Task details —
Your transcription must include every record word for word and no pictures.

Collected data entries
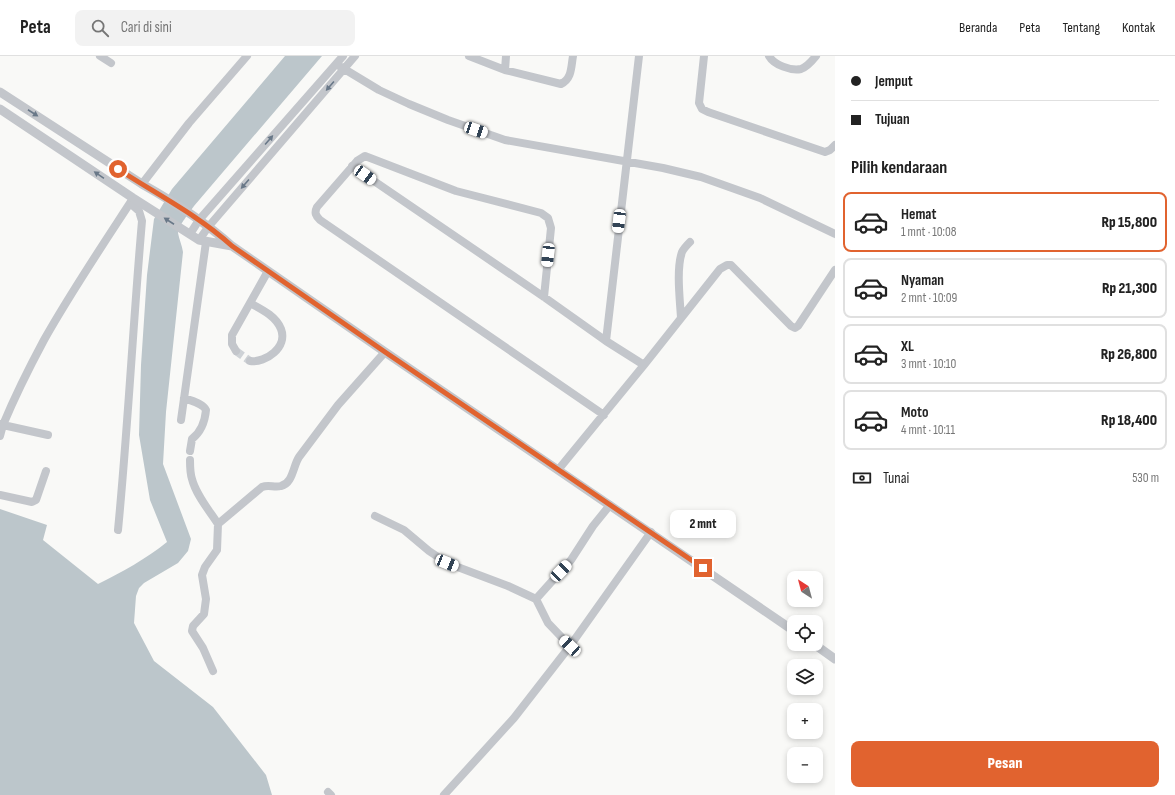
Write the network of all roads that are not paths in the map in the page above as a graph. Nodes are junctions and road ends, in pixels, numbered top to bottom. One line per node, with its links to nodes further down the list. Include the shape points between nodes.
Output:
1 (100, 56): 12 (street)
2 (247, 56): 21 (street, via 189,123)
3 (343, 56): 13 (street)
4 (355, 56): 14 (street)
5 (469, 56): 15 (street)
6 (506, 56): 15 (street)
7 (573, 56): 15 (street, via 569,77 561,84)
8 (639, 56): 19 (street)
9 (704, 56): 18 (street, via 699,103 702,109 825,152)
10 (769, 56): 11 (street, via 776,64 800,69 807,66)
11 (816, 56)
12 (111, 63)
13 (336, 64): 14 (street); 23 (street, one-way to 13)
14 (344, 70): 19 (street, via 409,104 505,140); 24 (street, one-way to 24)
15 (505, 70)
16 (0, 92): 21 (street, one-way to 21)
17 (0, 109): 22 (street, one-way to 17)
18 (835, 145)
19 (626, 162): 26 (street, via 701,177 734,188 785,209); 35 (street)
20 (352, 166): 32 (street); 32 (street, via 362,157 368,157 456,192 544,215 548,218 551,228); 41 (street, via 317,207 315,214 320,220)
21 (142, 184): 23 (street)
22 (131, 201): 25 (street, one-way to 22, via 155,212); 43 (street, via 45,339); 54 (street, via 139,211 142,221)
23 (195, 218): 24 (street); 25 (street)
24 (208, 226): 27 (street); 29 (street)
25 (186, 232): 27 (street)
26 (835, 234)
27 (203, 241): 29 (street); 40 (street)
28 (690, 242): 34 (street, via 682,253 680,266)
29 (232, 246): 31 (street)
30 (835, 270): 34 (street, via 795,328 731,265 720,269)
31 (268, 271): 33 (street); 37 (street)
32 (544, 297): 35 (street)
33 (250, 303): 36 (street, via 232,335 232,344); 38 (street, via 274,319 282,335 277,351 262,361)
34 (681, 318): 39 (street)
35 (606, 341): 39 (street)
36 (236, 351)
37 (385, 352): 48 (street); 53 (street, via 338,405 299,457 288,482 282,486 270,485 262,488)
38 (250, 361)
39 (644, 365): 41 (street)
40 (184, 398): 42 (street); 46 (street, via 205,406 206,410 200,432 192,439)
41 (604, 415): 48 (street)
42 (181, 420)
43 (1, 425): 44 (street); 45 (street)
44 (48, 435)
45 (0, 436)
46 (190, 451)
47 (190, 460): 53 (street, via 192,481)
48 (558, 470): 51 (street)
49 (46, 471): 50 (street, via 36,500 32,502)
50 (0, 495)
51 (610, 505): 55 (street); 56 (street, via 593,526 572,560)
52 (375, 516): 56 (street, via 404,530 447,563)
53 (218, 524): 61 (street, via 217,550 202,575 206,599 204,614 193,626 192,632 203,648)
54 (118, 530)
55 (651, 532): 57 (street); 58 (street)
56 (536, 599): 58 (street, via 548,623)
57 (787, 625)
58 (570, 646): 62 (street, via 514,718)
59 (823, 650): 60 (street)
60 (835, 659)
61 (213, 671)
62 (444, 795)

Solution —
Write the network of all roads that are not paths in the map in the page above as a graph. Nodes are junctions and road ends, in pixels, numbered top to bottom. One line per node, with its links to nodes further down the list. Include the shape points between nodes.
Output:
1 (100, 56): 12 (street)
2 (247, 56): 21 (street, via 189,123)
3 (343, 56): 13 (street)
4 (355, 56): 14 (street)
5 (469, 56): 15 (street)
6 (506, 56): 15 (street)
7 (573, 56): 15 (street, via 569,77 561,84)
8 (639, 56): 19 (street)
9 (704, 56): 18 (street, via 699,103 702,109 825,152)
10 (769, 56): 11 (street, via 776,64 800,69 807,66)
11 (816, 56)
12 (111, 63)
13 (336, 64): 14 (street); 23 (street, one-way to 13)
14 (344, 70): 19 (street, via 409,104 505,140); 24 (street, one-way to 24)
15 (505, 70)
16 (0, 92): 21 (street, one-way to 21)
17 (0, 109): 22 (street, one-way to 17)
18 (835, 145)
19 (626, 162): 26 (street, via 701,177 734,188 785,209); 35 (street)
20 (352, 166): 32 (street); 32 (street, via 362,157 368,157 456,192 544,215 548,218 551,228); 41 (street, via 317,207 315,214 320,220)
21 (142, 184): 23 (street)
22 (131, 201): 25 (street, one-way to 22, via 155,212); 43 (street, via 45,339); 54 (street, via 139,211 142,221)
23 (195, 218): 24 (street); 25 (street)
24 (208, 226): 27 (street); 29 (street)
25 (186, 232): 27 (street)
26 (835, 234)
27 (203, 241): 29 (street); 40 (street)
28 (690, 242): 34 (street, via 682,253 680,266)
29 (232, 246): 31 (street)
30 (835, 270): 34 (street, via 795,328 731,265 720,269)
31 (268, 271): 33 (street); 37 (street)
32 (544, 297): 35 (street)
33 (250, 303): 36 (street, via 232,335 232,344); 38 (street, via 274,319 282,335 277,351 262,361)
34 (681, 318): 39 (street)
35 (606, 341): 39 (street)
36 (236, 351)
37 (385, 352): 48 (street); 53 (street, via 338,405 299,457 288,482 282,486 270,485 262,488)
38 (250, 361)
39 (644, 365): 41 (street)
40 (184, 398): 42 (street); 46 (street, via 205,406 206,410 200,432 192,439)
41 (604, 415): 48 (street)
42 (181, 420)
43 (1, 425): 44 (street); 45 (street)
44 (48, 435)
45 (0, 436)
46 (190, 451)
47 (190, 460): 53 (street, via 192,481)
48 (558, 470): 51 (street)
49 (46, 471): 50 (street, via 36,500 32,502)
50 (0, 495)
51 (610, 505): 55 (street); 56 (street, via 593,526 572,560)
52 (375, 516): 56 (street, via 404,530 447,563)
53 (218, 524): 61 (street, via 217,550 202,575 206,599 204,614 193,626 192,632 203,648)
54 (118, 530)
55 (651, 532): 57 (street); 58 (street)
56 (536, 599): 58 (street, via 548,623)
57 (787, 625)
58 (570, 646): 62 (street, via 514,718)
59 (823, 650): 60 (street)
60 (835, 659)
61 (213, 671)
62 (444, 795)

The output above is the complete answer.